▸ **Activity**
Scan the data beneath this task and copy each line that includes "bridge".

(Source data)
◇ ◇ ◇
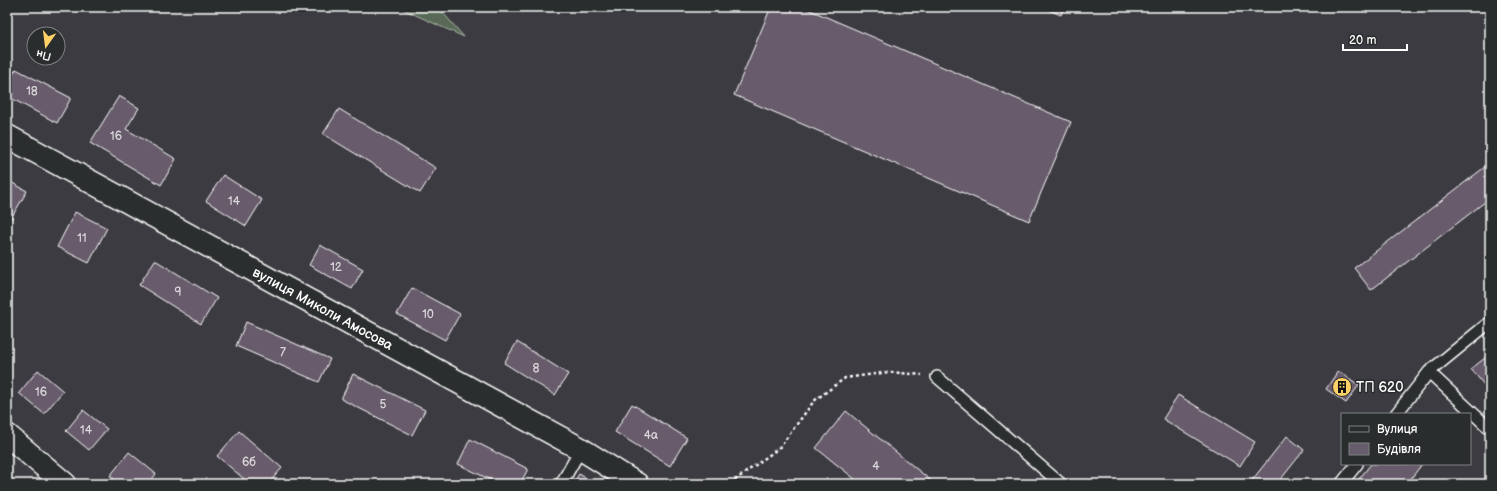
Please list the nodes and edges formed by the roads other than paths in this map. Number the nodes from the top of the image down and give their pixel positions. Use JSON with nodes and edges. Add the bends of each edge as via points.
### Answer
{"nodes":[{"id":1,"x":7,"y":136,"type":"edge"},
{"id":2,"x":1490,"y":322,"type":"edge"},
{"id":3,"x":1429,"y":372,"type":"junction"},
{"id":4,"x":937,"y":377,"type":"road end"},
{"id":5,"x":1397,"y":413,"type":"edge"},
{"id":6,"x":1490,"y":429,"type":"edge"},
{"id":7,"x":7,"y":435,"type":"edge"},
{"id":8,"x":581,"y":449,"type":"junction"},
{"id":9,"x":1356,"y":465,"type":"edge"},
{"id":10,"x":65,"y":484,"type":"edge"},
{"id":11,"x":561,"y":484,"type":"edge"},
{"id":12,"x":637,"y":484,"type":"edge"},
{"id":13,"x":1061,"y":484,"type":"edge"},
{"id":14,"x":1341,"y":484,"type":"edge"}],
"edges":[{"from":1,"to":8,"type":"street","name":"вулиця Миколи Амосова"},
{"from":2,"to":3,"type":"lane"},
{"from":3,"to":5,"type":"lane"},
{"from":3,"to":6,"type":"lane"},
{"from":4,"to":13,"type":"lane"},
{"from":7,"to":10,"type":"street"},
{"from":8,"to":11,"type":"lane"},
{"from":8,"to":12,"type":"street","name":"вулиця Миколи Амосова"},
{"from":9,"to":14,"type":"lane"}]}
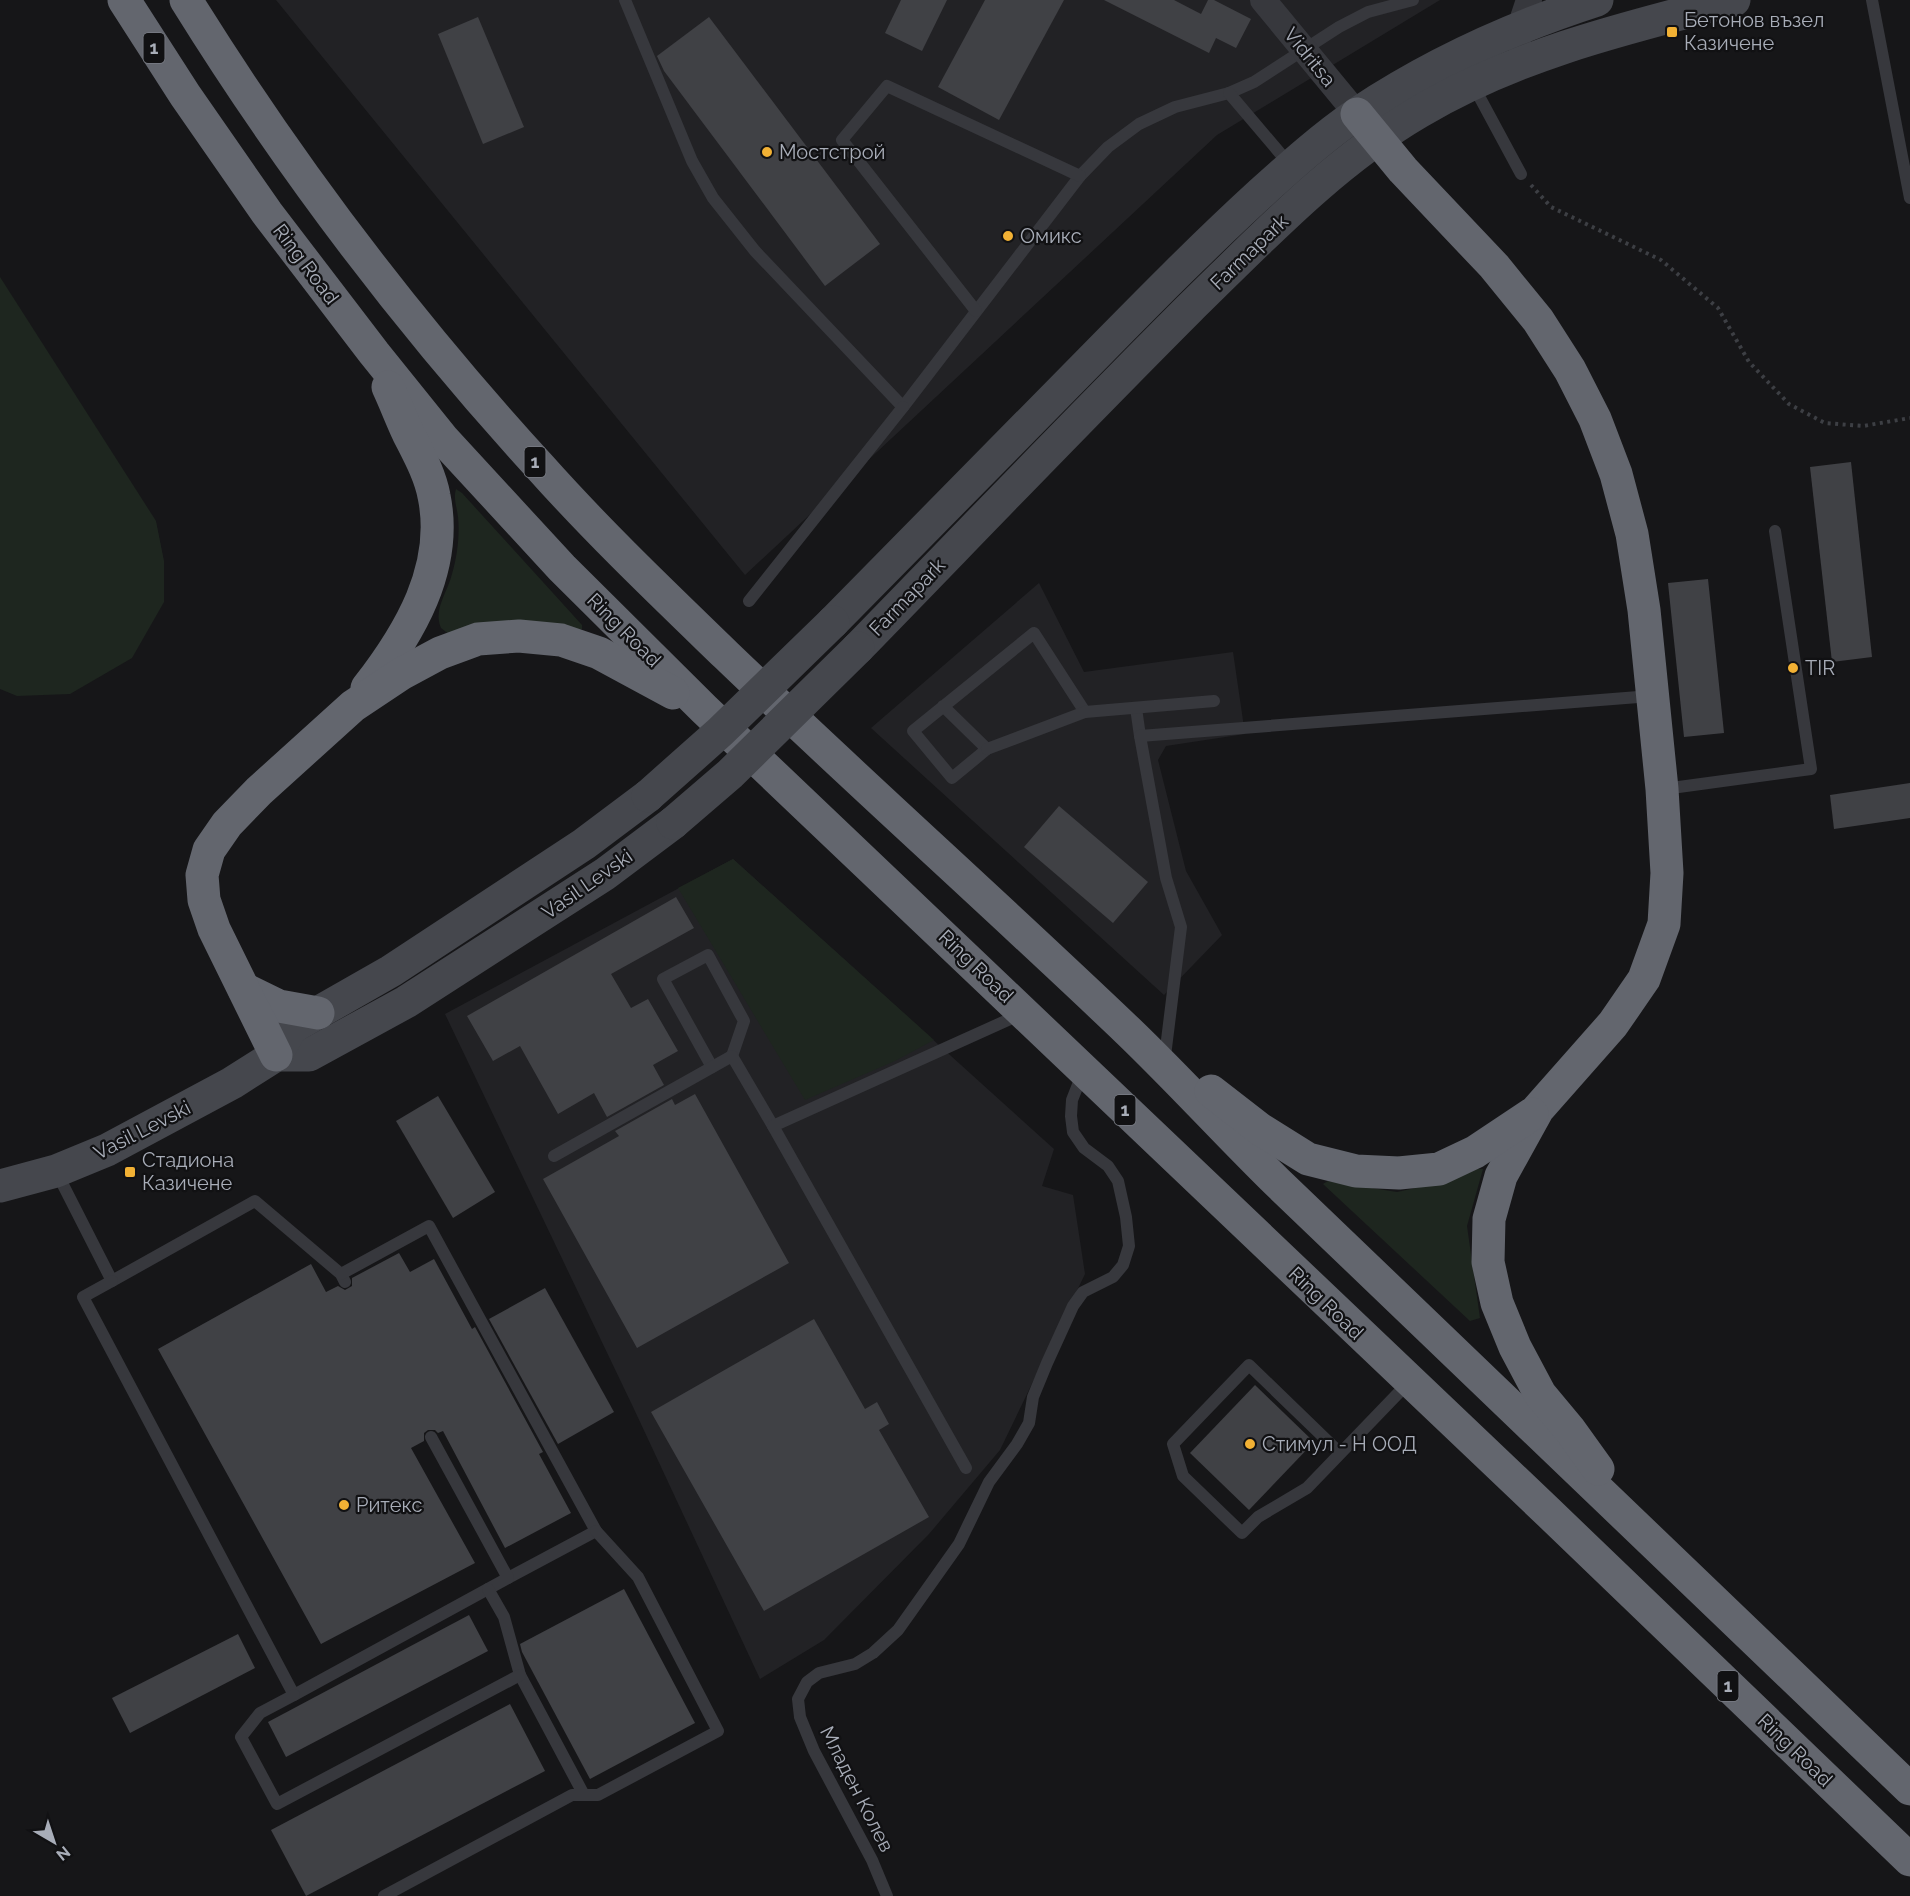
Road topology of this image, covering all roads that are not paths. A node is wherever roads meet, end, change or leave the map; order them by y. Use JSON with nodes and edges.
{"nodes":[{"id":1,"x":124,"y":0,"type":"edge"},
{"id":2,"x":186,"y":0,"type":"edge"},
{"id":3,"x":625,"y":0,"type":"edge"},
{"id":4,"x":1263,"y":0,"type":"edge"},
{"id":5,"x":1413,"y":0,"type":"edge"},
{"id":6,"x":1597,"y":0,"type":"edge"},
{"id":7,"x":1734,"y":0,"type":"edge"},
{"id":8,"x":1872,"y":0,"type":"edge"},
{"id":9,"x":1525,"y":13,"type":"edge"},
{"id":10,"x":1305,"y":50,"type":"junction"},
{"id":11,"x":1514,"y":65,"type":"junction"},
{"id":12,"x":1472,"y":84,"type":"junction"},
{"id":13,"x":1229,"y":93,"type":"junction"},
{"id":14,"x":1357,"y":114,"type":"junction"},
{"id":15,"x":1377,"y":140,"type":"junction"},
{"id":16,"x":1291,"y":166,"type":"junction"},
{"id":17,"x":1521,"y":174,"type":"road end"},
{"id":18,"x":1080,"y":176,"type":"junction"},
{"id":19,"x":1910,"y":198,"type":"edge"},
{"id":20,"x":976,"y":311,"type":"junction"},
{"id":21,"x":374,"y":353,"type":"junction"},
{"id":22,"x":903,"y":407,"type":"junction"},
{"id":23,"x":1775,"y":531,"type":"dead end"},
{"id":24,"x":749,"y":601,"type":"dead end"},
{"id":25,"x":833,"y":622,"type":"joint"},
{"id":26,"x":858,"y":648,"type":"joint"},
{"id":27,"x":1653,"y":696,"type":"junction"},
{"id":28,"x":1214,"y":701,"type":"dead end"},
{"id":29,"x":353,"y":706,"type":"junction"},
{"id":30,"x":943,"y":706,"type":"junction"},
{"id":31,"x":1136,"y":708,"type":"junction"},
{"id":32,"x":704,"y":709,"type":"junction"},
{"id":33,"x":1085,"y":712,"type":"junction"},
{"id":34,"x":1140,"y":736,"type":"junction"},
{"id":35,"x":987,"y":749,"type":"junction"},
{"id":36,"x":1662,"y":789,"type":"junction"},
{"id":37,"x":244,"y":989,"type":"junction"},
{"id":38,"x":1024,"y":1012,"type":"junction"},
{"id":39,"x":318,"y":1013,"type":"junction"},
{"id":40,"x":1130,"y":1033,"type":"junction"},
{"id":41,"x":276,"y":1056,"type":"junction"},
{"id":42,"x":732,"y":1056,"type":"junction"},
{"id":43,"x":1165,"y":1056,"type":"junction"},
{"id":44,"x":712,"y":1067,"type":"junction"},
{"id":45,"x":1084,"y":1070,"type":"junction"},
{"id":46,"x":1538,"y":1109,"type":"junction"},
{"id":47,"x":773,"y":1126,"type":"junction"},
{"id":48,"x":554,"y":1156,"type":"dead end"},
{"id":49,"x":56,"y":1171,"type":"junction"},
{"id":50,"x":0,"y":1186,"type":"edge"},
{"id":51,"x":112,"y":1281,"type":"junction"},
{"id":52,"x":1409,"y":1382,"type":"junction"},
{"id":53,"x":431,"y":1437,"type":"dead end"},
{"id":54,"x":1340,"y":1453,"type":"junction"},
{"id":55,"x":966,"y":1468,"type":"dead end"},
{"id":56,"x":596,"y":1531,"type":"junction"},
{"id":57,"x":1651,"y":1541,"type":"junction"},
{"id":58,"x":508,"y":1578,"type":"junction"},
{"id":59,"x":488,"y":1589,"type":"junction"},
{"id":60,"x":520,"y":1675,"type":"junction"},
{"id":61,"x":294,"y":1695,"type":"junction"},
{"id":62,"x":1910,"y":1789,"type":"edge"},
{"id":63,"x":584,"y":1795,"type":"junction"},
{"id":64,"x":1910,"y":1860,"type":"edge"},
{"id":65,"x":384,"y":1896,"type":"edge"},
{"id":66,"x":887,"y":1896,"type":"edge"}],
"edges":[{"from":1,"to":21,"type":"highway","name":"Ring Road","number":"1"},
{"from":2,"to":40,"type":"highway","number":"1"},
{"from":3,"to":22,"type":"lane"},
{"from":4,"to":10,"type":"street","name":"Vidritsa"},
{"from":5,"to":10,"type":"lane"},
{"from":6,"to":9,"type":"street","name":"Farmapark"},
{"from":7,"to":11,"type":"street","name":"Farmapark"},
{"from":8,"to":19,"type":"lane"},
{"from":9,"to":11,"type":"street"},
{"from":9,"to":14,"type":"street","name":"Farmapark"},
{"from":10,"to":13,"type":"lane"},
{"from":10,"to":14,"type":"street","name":"Vidritsa"},
{"from":11,"to":12,"type":"street","name":"Farmapark"},
{"from":12,"to":15,"type":"street","name":"Farmapark"},
{"from":12,"to":17,"type":"lane"},
{"from":13,"to":16,"type":"lane"},
{"from":13,"to":18,"type":"lane"},
{"from":14,"to":15,"type":"highway"},
{"from":14,"to":16,"type":"street","name":"Farmapark"},
{"from":15,"to":26,"type":"street","name":"Farmapark"},
{"from":15,"to":27,"type":"highway"},
{"from":16,"to":25,"type":"street","name":"Farmapark"},
{"from":18,"to":20,"type":"lane"},
{"from":18,"to":20,"type":"lane"},
{"from":20,"to":22,"type":"lane"},
{"from":21,"to":29,"type":"highway"},
{"from":21,"to":32,"type":"highway","name":"Ring Road","number":"1"},
{"from":22,"to":24,"type":"lane"},
{"from":23,"to":36,"type":"lane"},
{"from":25,"to":39,"type":"street","name":"Vasil Levski","bridge":true},
{"from":26,"to":41,"type":"street","name":"Vasil Levski","bridge":true},
{"from":27,"to":34,"type":"lane"},
{"from":27,"to":36,"type":"highway"},
{"from":28,"to":31,"type":"lane"},
{"from":29,"to":32,"type":"highway"},
{"from":29,"to":37,"type":"highway"},
{"from":30,"to":33,"type":"lane"},
{"from":30,"to":35,"type":"lane"},
{"from":30,"to":35,"type":"lane"},
{"from":31,"to":33,"type":"lane"},
{"from":31,"to":34,"type":"lane"},
{"from":32,"to":38,"type":"highway","name":"Ring Road","number":"1"},
{"from":33,"to":35,"type":"lane"},
{"from":34,"to":43,"type":"lane"},
{"from":36,"to":46,"type":"highway"},
{"from":37,"to":39,"type":"highway"},
{"from":37,"to":41,"type":"highway"},
{"from":38,"to":45,"type":"highway","name":"Ring Road","number":"1"},
{"from":38,"to":47,"type":"lane"},
{"from":39,"to":41,"type":"street","name":"Vasil Levski"},
{"from":40,"to":43,"type":"highway"},
{"from":40,"to":57,"type":"highway","number":"1"},
{"from":41,"to":49,"type":"street","name":"Vasil Levski"},
{"from":42,"to":44,"type":"lane"},
{"from":42,"to":44,"type":"lane"},
{"from":42,"to":47,"type":"lane"},
{"from":43,"to":46,"type":"highway"},
{"from":44,"to":48,"type":"lane"},
{"from":45,"to":52,"type":"highway","name":"Ring Road","number":"1"},
{"from":45,"to":66,"type":"lane","name":"Младен Колев"},
{"from":46,"to":57,"type":"highway"},
{"from":47,"to":55,"type":"lane"},
{"from":49,"to":50,"type":"street","name":"Vasil Levski"},
{"from":49,"to":51,"type":"lane"},
{"from":51,"to":56,"type":"lane"},
{"from":51,"to":61,"type":"lane"},
{"from":52,"to":54,"type":"lane"},
{"from":52,"to":64,"type":"highway","name":"Ring Road","number":"1"},
{"from":53,"to":58,"type":"lane"},
{"from":54,"to":54,"type":"lane"},
{"from":56,"to":58,"type":"lane"},
{"from":56,"to":63,"type":"lane"},
{"from":57,"to":62,"type":"highway","number":"1"},
{"from":58,"to":59,"type":"lane"},
{"from":59,"to":60,"type":"lane"},
{"from":59,"to":61,"type":"lane"},
{"from":60,"to":61,"type":"lane"},
{"from":60,"to":63,"type":"lane"},
{"from":63,"to":65,"type":"lane"}]}
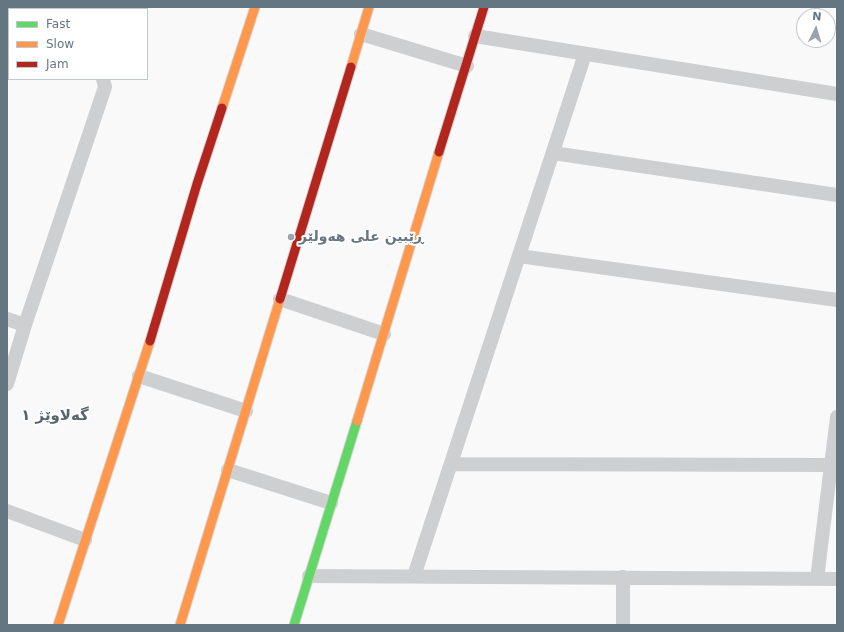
◇ ◇ ◇
▸ **Written reply**
{"from":25,"to":39,"type":"street","name":"Vasil Levski","bridge":true},
{"from":26,"to":41,"type":"street","name":"Vasil Levski","bridge":true},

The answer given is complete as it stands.